In particular I want to prove that the point spectrum of the right shift operator $$R:\mathscr{l}^2(\mathbb{Z})\rightarrow\mathscr{l}^2(\mathbb{Z})$$ $$\forall i\in\mathbb{Z}:x_i\mapsto x_{i-1}$$ is empty. I did this for $\mathscr{l}^2(\mathbb{N})$ already but can't prove the first statement, which I think i need for the $\mathscr{l}^2(\mathbb{Z})$ case.

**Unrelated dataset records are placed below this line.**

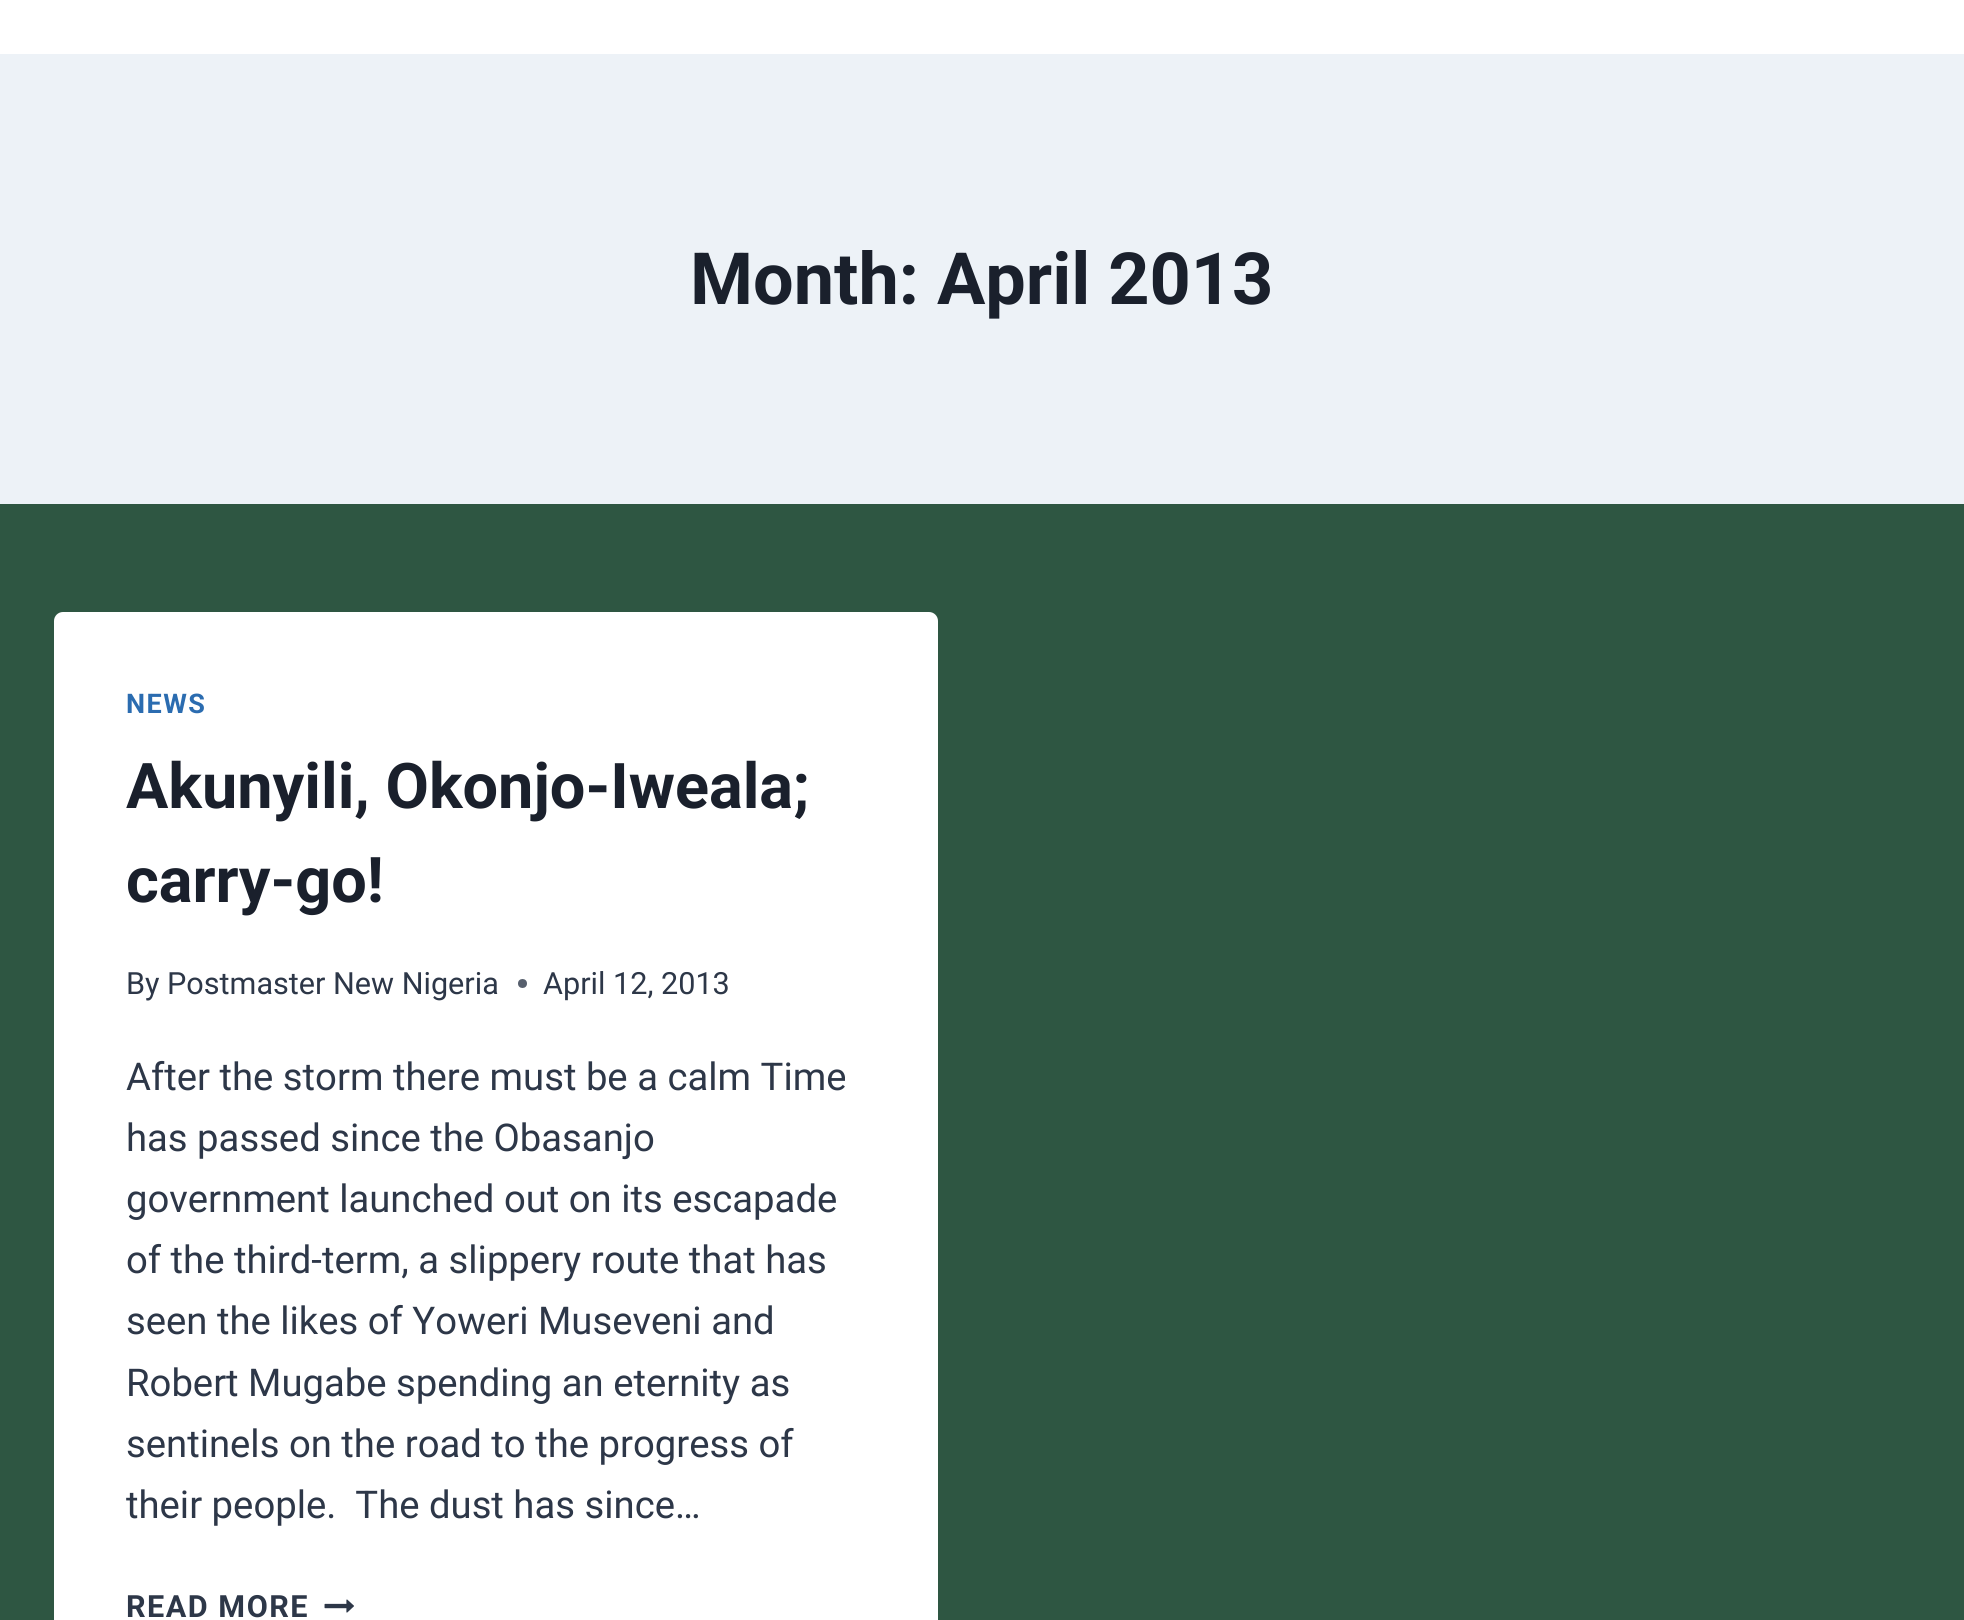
import math
import cairocffi as cairo

surface = cairo.ImageSurface(cairo.FORMAT_RGB24, 1964, 1620)
cr = cairo.Context(surface)
options = cairo.FontOptions()
options.set_hint_metrics(cairo.HINT_METRICS_OFF)
options.set_hint_style(cairo.HINT_STYLE_NONE)
cr.set_font_options(options)
cr.set_miter_limit(4)


def use_color(code):
    cr.set_source_rgb(*(v / 255 for v in bytes.fromhex(code[-6:])))


def spaced_text(x, y, s, letter, word):
    cr.move_to(x, y)
    for ch in s:
        cr.show_text(ch)
        cr.rel_move_to(letter + word * (ch == ' '), 0)


def round_rect(x, y, w, h, r):
    cr.new_sub_path()
    for i, (u, v) in enumerate([(x + w - r, y + h - r), (x + r, y + h - r), (x + r, y + r), (x + w - r, y + r)]):
        cr.arc(u, v, r, i * math.pi / 2, (i + 1) * math.pi / 2)
    cr.close_path()


def picture(path, x, y, w, h):
    cr.save()
    cr.set_source_surface(cairo.ImageSurface.create_from_png(path), x, y)
    cr.rectangle(x, y, w, h)
    cr.fill()
    cr.restore()


use_color("#2e5642")
cr.paint()
use_color("#ffffff")
cr.rectangle(0, 0, 1964, 54)
cr.fill()
use_color("#edf2f7")
cr.rectangle(0, 54, 1964, 450)
cr.fill()
cr.select_font_face("Roboto", cairo.FONT_SLANT_NORMAL, cairo.FONT_WEIGHT_BOLD)
cr.set_font_size(72)
use_color("#1a202c")
cr.move_to(690, 304)
cr.show_text("Month: April 2013")
use_color("#ffffff")
round_rect(54, 612, 884, 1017, 9)
cr.fill()
cr.set_font_size(27)
use_color("#2b6cb0")
spaced_text(126, 713, "NEWS", 1.5, 0)
cr.set_font_size(63)
use_color("#1a202c")
cr.move_to(126, 808)
cr.show_text("Akunyili, Okonjo-Iweala;")
cr.move_to(126, 902)
cr.show_text("carry-go!")
cr.select_font_face("Roboto")
cr.set_font_size(30.6)
use_color("#2d3748")
cr.move_to(126, 994)
cr.show_text("By")
cr.move_to(167, 994)
cr.show_text("Postmaster New Nigeria")
use_color("#575f6d")
cr.new_path()
cr.arc(522.5, 983.5, 4.5, 0, 2 * math.pi)
cr.fill()
use_color("#2d3748")
cr.move_to(543, 994)
cr.show_text("April 12, 2013")
cr.set_font_size(38.25)
cr.move_to(126, 1090)
cr.show_text("After the storm there must be a calm Time")
cr.move_to(126, 1151)
cr.show_text("has passed since the Obasanjo")
cr.move_to(126, 1212)
cr.show_text("government launched out on its escapade")
cr.move_to(126, 1273)
cr.show_text("of the third-term, a slippery route that has")
cr.move_to(126, 1334)
cr.show_text("seen the likes of Yoweri Museveni and")
cr.move_to(126, 1396)
cr.show_text("Robert Mugabe spending an eternity as")
cr.move_to(126, 1457)
cr.show_text("sentinels on the road to the progress of")
cr.move_to(126, 1518)
cr.show_text("their people.  The dust has since…")
cr.select_font_face("Roboto", cairo.FONT_SLANT_NORMAL, cairo.FONT_WEIGHT_BOLD)
cr.set_font_size(30.6)
spaced_text(126, 1617, "READ MORE", 1.5, 0)
picture("img1.png", 324, 1599, 30, 14)
surface.write_to_png("result.png")
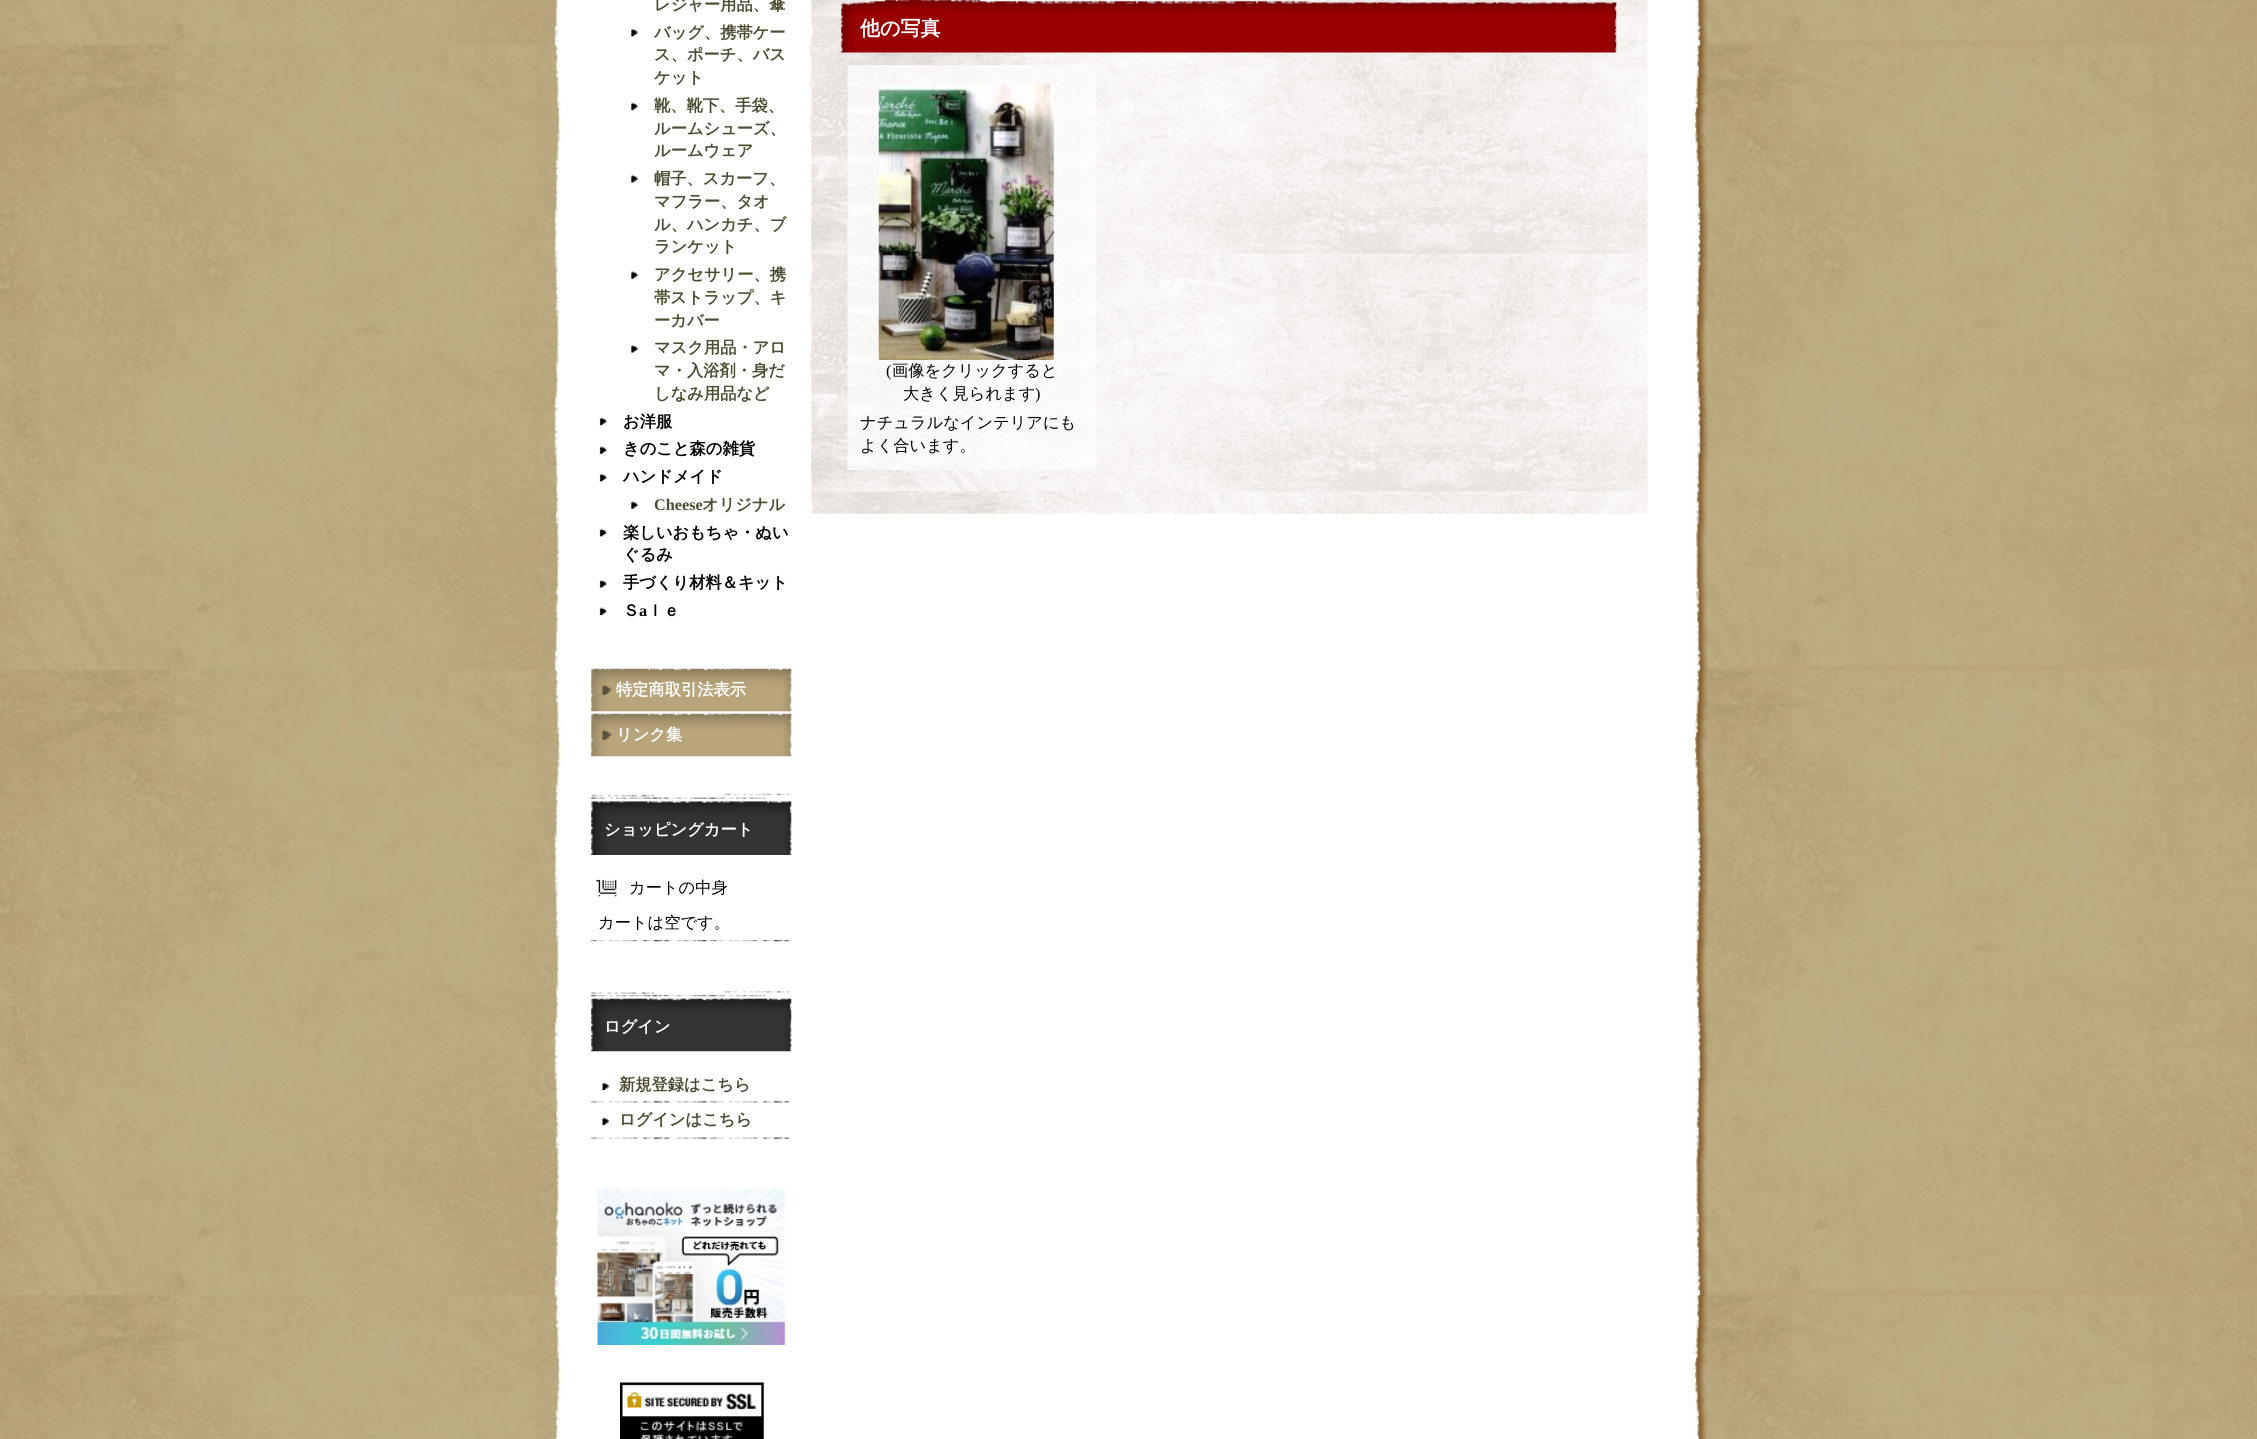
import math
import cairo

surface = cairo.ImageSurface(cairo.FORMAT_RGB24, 2257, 1439)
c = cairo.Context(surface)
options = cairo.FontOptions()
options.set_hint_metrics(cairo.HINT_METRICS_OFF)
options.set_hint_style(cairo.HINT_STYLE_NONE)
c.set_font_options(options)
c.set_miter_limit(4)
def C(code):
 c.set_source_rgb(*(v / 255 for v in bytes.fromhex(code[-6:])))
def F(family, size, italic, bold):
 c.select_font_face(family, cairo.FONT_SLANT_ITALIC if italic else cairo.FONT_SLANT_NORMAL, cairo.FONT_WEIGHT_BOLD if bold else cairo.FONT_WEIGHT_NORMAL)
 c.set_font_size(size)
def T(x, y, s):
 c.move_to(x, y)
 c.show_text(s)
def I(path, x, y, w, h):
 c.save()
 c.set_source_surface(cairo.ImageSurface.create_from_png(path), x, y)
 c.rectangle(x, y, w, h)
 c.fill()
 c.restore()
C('ffffff')
c.paint()
I('1.png',0,0,2257,1439)
F('WenQuanYi Zen Hei',16.25,0,1)
C('4c4c33')
T(654,10,'レジャー用品、傘')
I('2.png',631,28,7,9)
T(654,38,'バッグ、携帯ケー')
T(654,60,'ス、ポーチ、バス')
T(654,83,'ケット')
I('3.png',631,102,7,9)
T(654,111,'靴、靴下、手袋、')
T(654,134,'ルームシューズ、')
T(654,156,'ルームウェア')
I('4.png',631,174,7,9)
T(654,184,'帽子、スカーフ、')
T(654,207,'マフラー、タオ')
T(654,230,'ル、ハンカチ、ブ')
T(654,252,'ランケット')
I('5.png',631,271,7,8)
T(654,280,'アクセサリー、携')
T(654,303,'帯ストラップ、キ')
T(654,326,'ーカバー')
I('4.png',631,344,7,9)
T(654,353,'マスク用品・アロ')
T(654,376,'マ・入浴剤・身だ')
T(654,399,'しなみ用品など')
I('6.png',599,417,8,9)
C('000000')
T(623,427,'お洋服')
I('7.png',599,446,8,8)
T(623,454,'きのこと森の雑貨')
I('8.png',599,473,8,9)
T(623,482,'ハンドメイド')
I('5.png',631,501,7,8)
F('Liberation Serif',16.25,0,1)
C('4c4c33')
T(654,510,'Cheese')
F('WenQuanYi Zen Hei',16.25,0,1)
T(702,510,'オリジナル')
I('8.png',599,528,8,9)
C('000000')
T(623,538,'楽しいおもちゃ・ぬい')
T(623,560,'ぐるみ')
I('9.png',599,579,8,9)
T(623,588,'手づくり材料＆キット')
I('6.png',599,607,8,9)
T(623,616,'Ｓ')
F('Liberation Serif',16.25,0,1)
T(639,616,'a')
F('WenQuanYi Zen Hei',16.25,0,1)
T(647,616,'ｌｅ')
I('10.png',591,668,201,44)
C('ffffff')
T(616,695,'特定商取引法表示')
I('10.png',591,713,201,44)
T(616,740,'リンク集')
I('11.png',591,793,201,62)
T(604,835,'ショッピングカート')
I('12.png',596,879,21,18)
F('WenQuanYi Zen Hei Medium',16.25,0,0)
C('000000')
T(629,893,'カートの中身')
I('13.png',591,940,200,2)
T(598,928,'カートは空です。')
I('14.png',591,991,201,61)
F('WenQuanYi Zen Hei',16.25,0,1)
C('ffffff')
T(604,1032,'ログイン')
I('15.png',591,1101,199,2)
I('16.png',602,1082,7,9)
C('4c4c33')
T(619,1090,'新規登録はこちら')
I('17.png',591,1137,199,2)
I('16.png',602,1117,7,9)
T(619,1125,'ログインはこちら')
I('18.png',597,1188,188,157)
I('19.png',620,1382,144,57)
I('20.png',810,0,838,514)
I('21.png',841,0,776,53)
F('WenQuanYi Zen Hei',20,0,1)
C('ffffff')
T(860,35,'他の写真')
I('22.png',847,65,250,405)
I('23.png',878,83,176,277)
F('Liberation Serif',16.25,0,0)
C('000000')
T(886,376,'(')
F('WenQuanYi Zen Hei Medium',16.25,0,0)
T(892,376,'画像をクリックすると')
T(903,399,'大きく見られます')
F('Liberation Serif',16.25,0,0)
T(1035,399,')')
F('WenQuanYi Zen Hei Medium',16.25,0,0)
T(860,428,'ナチュラルなインテリアにも')
T(860,451,'よく合います。')
surface.write_to_png('o.png')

A representation of this operator is multiplication by $e^{ix}$ on $L^{2}[-\pi,\pi]$ with inner product $$ (f,g) = \frac{1}{2\pi}\int_{-\pi}^{\pi}f(t)\overline{g(t)}dt. $$ This is because $\{ e^{inx} \}_{n=-\infty}^{\infty}$ is an orthonormal basis of $L^{2}[-\pi,\pi]$, and $$ e^{ix}\sum_{n=-\infty}^{\infty}f_n e^{inx}=\sum_{n=-\infty}^{\infty}f_{n-1}e^{inx}. $$ A multiplication operator $M_{a}f=a(x)f(x)$ on $L^{2}$ cannot have an eigenvalue unless what you're multiplying by ('a' in this case) is equal to a constant on a set of non-zero measure because $$ 0 = \|(M_{a}-\lambda I)f\|^{2}=\int_{-\pi}^{\pi}|a-\lambda|^{2}|f|^{2}dx \\ \implies |a-\lambda||f| = 0\;\; a.e. $$